NEW YORK CITY — The Justice Department intervened Tuesday in a defamation lawsuit brought against President Donald Trump by a woman who said he raped her in the 1990s, moving the case to federal court.

In a filing in the U.S. District Court for the Southern District of New York, Justice Department officials argued that Trump was “acting within the scope of his office” when he denied in June 2019 that he had raped magazine columnist E. Jean Carroll.

“No. 1, she’s not my type,” Trump said in an interview with The Hill. “No. 2, it never happened. It never happened, OK?”

In a memoir published last year, Carroll said Trump assaulted her in a dressing room at a New York City department store in 1995 or 1996. She filed a defamation lawsuit against him in November 2019, accusing him of “malicious libel.”

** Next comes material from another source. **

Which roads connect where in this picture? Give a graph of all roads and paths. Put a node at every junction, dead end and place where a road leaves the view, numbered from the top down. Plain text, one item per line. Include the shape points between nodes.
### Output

Justice Department officials said Tuesday that under the Federal Tort Claims Act, Attorney General William Barr has the authority to move the case to federal court and to take it from Trump’s attorneys. If a judge accepts the argument, taxpayers could be liable for any potential damages, The Washington Post reported. The case could also be thrown out because the federal government can’t be sued for defamation, according to CNN.

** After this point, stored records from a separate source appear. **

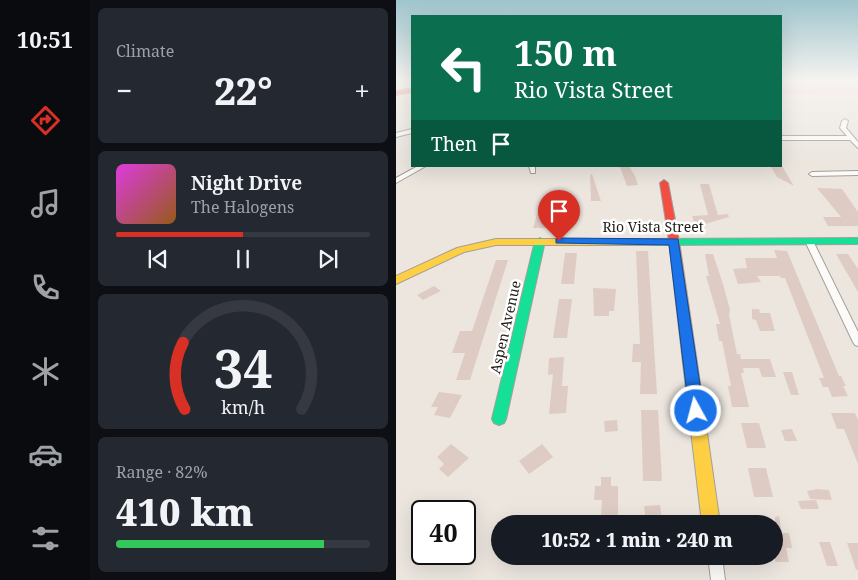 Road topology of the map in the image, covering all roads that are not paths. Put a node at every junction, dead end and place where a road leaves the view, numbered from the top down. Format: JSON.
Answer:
{"nodes":[{"id":1,"x":844,"y":121,"type":"dead end"},
{"id":2,"x":411,"y":131,"type":"edge"},
{"id":3,"x":396,"y":135,"type":"edge"},
{"id":4,"x":782,"y":138,"type":"edge"},
{"id":5,"x":851,"y":138,"type":"junction"},
{"id":6,"x":858,"y":146,"type":"edge"},
{"id":7,"x":420,"y":167,"type":"edge"},
{"id":8,"x":858,"y":173,"type":"edge"},
{"id":9,"x":812,"y":174,"type":"dead end"},
{"id":10,"x":396,"y":181,"type":"edge"},
{"id":11,"x":664,"y":183,"type":"dead end"},
{"id":12,"x":540,"y":241,"type":"junction"},
{"id":13,"x":809,"y":241,"type":"junction"},
{"id":14,"x":858,"y":241,"type":"edge"},
{"id":15,"x":674,"y":242,"type":"junction"},
{"id":16,"x":396,"y":280,"type":"edge"},
{"id":17,"x":858,"y":342,"type":"edge"},
{"id":18,"x":499,"y":419,"type":"dead end"},
{"id":19,"x":710,"y":515,"type":"edge"},
{"id":20,"x":716,"y":565,"type":"edge"},
{"id":21,"x":718,"y":580,"type":"edge"}],
"edges":[{"from":1,"to":5,"type":"street"},
{"from":2,"to":3,"type":"street"},
{"from":4,"to":5,"type":"street"},
{"from":5,"to":6,"type":"street"},
{"from":7,"to":10,"type":"street"},
{"from":8,"to":9,"type":"street"},
{"from":11,"to":15,"type":"main road"},
{"from":12,"to":15,"type":"main road","name":"Rio Vista Street"},
{"from":12,"to":16,"type":"main road","name":"Rio Vista Street"},
{"from":12,"to":18,"type":"main road","name":"Aspen Avenue"},
{"from":13,"to":14,"type":"main road","name":"Rio Vista Street"},
{"from":13,"to":15,"type":"main road","name":"Rio Vista Street"},
{"from":13,"to":17,"type":"street"},
{"from":15,"to":19,"type":"main road"},
{"from":20,"to":21,"type":"street"}]}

The filing comes a month after a judge declined Trump’s request to pause proceedings in the case, NPR reported. Carroll’s lawyers have asked that the president provide a DNA sample to compare to genetic material on a dress that Carroll said she was wearing at the time of the encounter, The New York Times reported. Trump was also expected to be called to sit for a deposition, according to Carroll’s attorney, Robbie Kaplan.

The president had until Tuesday to appeal the New York judge’s decision, Kaplan said.

“Trump instead enlisted the U.S. Department of Justice to replace his private lawyers and argue that when he lied about sexually assaulting our client, explaining that she ‘wasn’t his type,’ he was acting in his official capacity as President of the United States,” Kaplan wrote.

“Trump’s effort to wield the power of the U.S. government to evade responsibility for his private misconduct is without precedent, and shows even more starkly how far he is willing to go to prevent the truth from coming out.”

In a series of tweets Tuesday, Carroll slammed the DOJ move, calling it “UNPRECEDENTED.”

“Sir, I and my attorney Robbie Kaplan, are ready!” she wrote in a tweet addressed to the president. “So is every woman who has ever been silenced! So is every American citizen who has been trampled by (Attorney General) Bill Barr and the DOJ! BRING IT!”